Viele Staaten arbeiten an Alternativen
Zahlreiche europäische Staaten – darunter Deutschland, Frankreich, die Niederlande oder Belgien – arbeiten deshalb an eigenen Messengern für den sicheren Gebrauch in Behörden. Belgien hat im März mit der Einführung der Messenger-App Beam begonnen, die vom staatlich geförderten Unternehmen Belgian Secure Communications entwickelt wurde und künftig von rund 750.000 Beschäftigten im öffentlichen Dienst eingesetzt werden soll. Deutschland arbeitet mit gleich zwei privatwirtschaftlichen Anbietern zusammen, die den Einsatz von Signal oder Whatsapp eigentlich längst überflüssig machen sollten.
Zum einen ist das Wire, ein 2012 gegründetes, in Berlin ansässiges Softwareunternehmen.

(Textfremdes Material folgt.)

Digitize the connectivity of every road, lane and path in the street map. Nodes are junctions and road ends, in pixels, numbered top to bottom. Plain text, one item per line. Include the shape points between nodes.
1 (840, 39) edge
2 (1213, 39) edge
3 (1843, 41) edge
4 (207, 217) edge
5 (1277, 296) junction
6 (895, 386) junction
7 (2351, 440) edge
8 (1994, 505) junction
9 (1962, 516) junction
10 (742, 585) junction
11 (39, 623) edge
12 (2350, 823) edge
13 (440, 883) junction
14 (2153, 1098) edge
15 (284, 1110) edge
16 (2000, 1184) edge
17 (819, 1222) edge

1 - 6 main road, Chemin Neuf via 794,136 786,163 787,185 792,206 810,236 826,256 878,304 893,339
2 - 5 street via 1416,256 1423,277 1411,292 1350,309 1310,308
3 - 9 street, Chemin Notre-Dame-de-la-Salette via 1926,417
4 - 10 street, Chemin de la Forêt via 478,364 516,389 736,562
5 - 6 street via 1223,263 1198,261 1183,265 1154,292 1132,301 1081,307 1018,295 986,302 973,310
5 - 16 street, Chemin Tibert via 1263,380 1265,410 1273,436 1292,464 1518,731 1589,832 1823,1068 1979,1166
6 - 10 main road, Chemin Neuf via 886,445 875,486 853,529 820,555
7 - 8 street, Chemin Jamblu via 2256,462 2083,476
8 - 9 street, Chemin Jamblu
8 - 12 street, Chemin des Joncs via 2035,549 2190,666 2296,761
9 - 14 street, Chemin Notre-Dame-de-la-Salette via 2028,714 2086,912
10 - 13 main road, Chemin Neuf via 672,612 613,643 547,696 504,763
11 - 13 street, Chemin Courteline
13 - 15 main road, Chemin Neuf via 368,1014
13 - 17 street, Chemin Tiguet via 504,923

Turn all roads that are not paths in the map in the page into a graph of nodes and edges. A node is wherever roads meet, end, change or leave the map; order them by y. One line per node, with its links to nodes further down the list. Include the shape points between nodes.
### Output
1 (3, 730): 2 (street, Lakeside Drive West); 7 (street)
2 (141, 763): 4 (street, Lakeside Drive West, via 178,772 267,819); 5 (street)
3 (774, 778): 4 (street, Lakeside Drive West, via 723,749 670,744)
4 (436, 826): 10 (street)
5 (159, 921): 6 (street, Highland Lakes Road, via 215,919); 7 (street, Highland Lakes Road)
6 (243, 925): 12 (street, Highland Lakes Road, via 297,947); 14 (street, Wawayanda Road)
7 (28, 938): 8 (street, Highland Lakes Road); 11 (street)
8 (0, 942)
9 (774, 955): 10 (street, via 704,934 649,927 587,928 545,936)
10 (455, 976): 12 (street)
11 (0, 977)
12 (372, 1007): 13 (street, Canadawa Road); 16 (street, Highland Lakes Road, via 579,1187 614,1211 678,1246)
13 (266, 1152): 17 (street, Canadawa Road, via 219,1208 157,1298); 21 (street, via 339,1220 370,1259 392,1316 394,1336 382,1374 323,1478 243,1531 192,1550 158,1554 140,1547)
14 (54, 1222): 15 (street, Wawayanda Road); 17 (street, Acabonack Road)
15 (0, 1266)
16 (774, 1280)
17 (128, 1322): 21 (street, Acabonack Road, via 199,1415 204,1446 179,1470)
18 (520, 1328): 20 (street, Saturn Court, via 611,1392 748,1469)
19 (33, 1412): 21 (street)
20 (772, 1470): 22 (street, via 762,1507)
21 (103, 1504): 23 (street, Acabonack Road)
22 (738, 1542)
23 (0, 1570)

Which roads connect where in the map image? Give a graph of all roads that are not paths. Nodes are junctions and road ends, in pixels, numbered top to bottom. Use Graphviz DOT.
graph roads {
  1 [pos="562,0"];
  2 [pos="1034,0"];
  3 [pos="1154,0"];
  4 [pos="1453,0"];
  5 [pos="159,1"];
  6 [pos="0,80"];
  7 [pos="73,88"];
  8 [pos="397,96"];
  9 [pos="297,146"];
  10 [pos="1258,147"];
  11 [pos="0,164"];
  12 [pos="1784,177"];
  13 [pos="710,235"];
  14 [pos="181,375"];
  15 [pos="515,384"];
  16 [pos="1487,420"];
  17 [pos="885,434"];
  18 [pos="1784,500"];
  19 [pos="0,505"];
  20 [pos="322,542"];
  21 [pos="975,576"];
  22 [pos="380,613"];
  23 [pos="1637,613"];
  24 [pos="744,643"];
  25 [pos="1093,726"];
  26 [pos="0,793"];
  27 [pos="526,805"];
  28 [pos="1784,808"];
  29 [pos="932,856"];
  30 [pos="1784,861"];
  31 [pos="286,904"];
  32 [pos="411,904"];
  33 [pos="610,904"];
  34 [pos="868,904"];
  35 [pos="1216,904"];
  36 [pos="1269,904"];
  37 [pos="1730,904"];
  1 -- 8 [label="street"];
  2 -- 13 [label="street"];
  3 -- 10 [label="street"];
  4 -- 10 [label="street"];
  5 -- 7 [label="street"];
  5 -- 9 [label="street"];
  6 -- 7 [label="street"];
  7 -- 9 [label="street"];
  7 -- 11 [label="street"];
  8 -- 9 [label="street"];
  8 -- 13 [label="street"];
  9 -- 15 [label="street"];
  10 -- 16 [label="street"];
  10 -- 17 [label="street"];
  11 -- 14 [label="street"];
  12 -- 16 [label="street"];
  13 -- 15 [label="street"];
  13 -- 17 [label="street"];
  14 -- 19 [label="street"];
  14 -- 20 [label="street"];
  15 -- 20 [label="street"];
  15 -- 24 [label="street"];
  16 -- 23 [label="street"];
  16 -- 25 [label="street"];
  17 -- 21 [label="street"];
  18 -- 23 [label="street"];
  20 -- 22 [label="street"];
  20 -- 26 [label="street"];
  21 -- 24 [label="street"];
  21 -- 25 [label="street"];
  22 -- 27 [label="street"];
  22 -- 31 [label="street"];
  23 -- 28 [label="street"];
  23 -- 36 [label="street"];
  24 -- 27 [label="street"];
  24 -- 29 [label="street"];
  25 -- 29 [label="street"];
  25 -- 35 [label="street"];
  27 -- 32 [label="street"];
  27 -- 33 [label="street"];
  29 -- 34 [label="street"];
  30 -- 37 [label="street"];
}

Zu den Anteilseignern gehört die Schwarz-Gruppe, die für den Discounter Lidl bekannt ist, aber mit Schwarz Digits auch ehrgeizige Pläne im Digitalgeschäft verfolgt. Auch Bundestagsvizepräsidentin Lindholz fordert den Umstieg auf Wire, das ein „wesentlich höheres“ Sicherheitsniveau vorweise. Der Bundestag stelle Wire für dienstliche Zwecke zur Verfügung. „Jetzt müssen es aber alle auch tatsächlich nutzen“, sagte die CSU-Politikerin.
Die über Wire verschickten Nachrichten oder getätigten Anrufe sind standardmäßig Ende-zu-Ende-verschlüsselt; der Quellcode der Software ist öffentlich einsehbar. Seit 2022 testet die Bundesregierung eine speziell auf ihre Bedürfnisse angepasste Version namens „Wire Bund“. Das Bundesamt für Sicherheit in der Informationstechnik hat Wire jüngst offiziell für die Nutzung im Umfeld der Geheimhaltungsstufe „Verschlusssachen – nur für den Dienstgebrauch“ zugelassen, was einen deutlich breiteren Einsatz ermöglicht.
Wire-Chef: „Mussten uns drei Jahre lang testen lassen“
„Um vom BSI für vertrauliche Kommunikation in Ministerien zertifiziert zu werden, mussten wir uns drei Jahre lang testen und unseren Code überprüfen lassen“, sagte der Wire-Chef Benjamin Schilz der F.A.Z. im vergangenen Dezember. Schilz sagt, dass eine Sicherheitspanne wie die der US-Regierung mit Wire nicht passiert wäre. „Unsere App ist nicht nur als Produkt sicher, sondern denkt auch das Verhalten der Nutzer mit“, erklärt der Wire-Chef. Wenn alle Mitglieder einer Chatgruppe berechtigt für Dokumente der Geheimhaltungsstufe „Verschlusssachen – nur für den Dienstgebrauch“ seien, werde den Mitgliedern etwa sehr deutlich ein grünes Banner eingeblendet. Sobald ein Nutzer beitrete oder eingeladen werde, der diese Berechtigung nicht habe, werde dieses Banner rot.
Wire ist aber nicht der einzige auf Sicherheit ausgelegte Messenger innerhalb der Bundesregierung. Der IT-Dienstleister der Bundeswehr BWI hat auf der Basis des Anbieters Element einen eigenen Messenger entwickelt. Auch Informationen der Schutzklasse „Verschlusssache – nur für den Dienstgebrauch“ werden über den „Bwmessenger“ verschickt. Element basiert auf dem Matrix-Protokoll – einem offenen Kommunikationsprotokoll, das die dezentrale Nutzung von Chat, Video- und IP-Telefonie erlaubt.
Alle auf Matrix basierenden Anwendungen können untereinander kommunizieren. Mehr als 25 Regierungen weltweit haben Matrix-basierte Systeme eingeführt. Auch der Messenger der NATO basiert auf Matrix. Anders als zum Beispiel Wire funktionieren Matrix-basierte Messenger dezentral. Die Daten eines Nutzers befinden sich nicht auf einem fremden Server, und die Software auf dem eigenen Server kann der Nutzer vollständig kontrollieren. Fällt ein Server einer Organisation aus, funktioniert der Rest des Netzwerks weiterhin. Das soll verhindern, dass wegen Technikproblemen plötzlich Millionen Nutzer nicht mehr miteinander kommunizieren können.
Dass es innerhalb der Bundesregierung gleich zwei Lösungen gibt, sorgt für Kritik. Das Momentum für hochsichere Alternativen zu Teams und Slack oder Whatsapp und Signal scheint nach Jahren eher schleppender Implementierungen aktuell hoch zu sein. Aber egal, ob Politiker nun Signal, Wire oder Element nutzen, eine Binsenweisheit der IT-Sicherheit bleibt gültig: Das größte Einfallstor für Hacker bleibt der Mensch.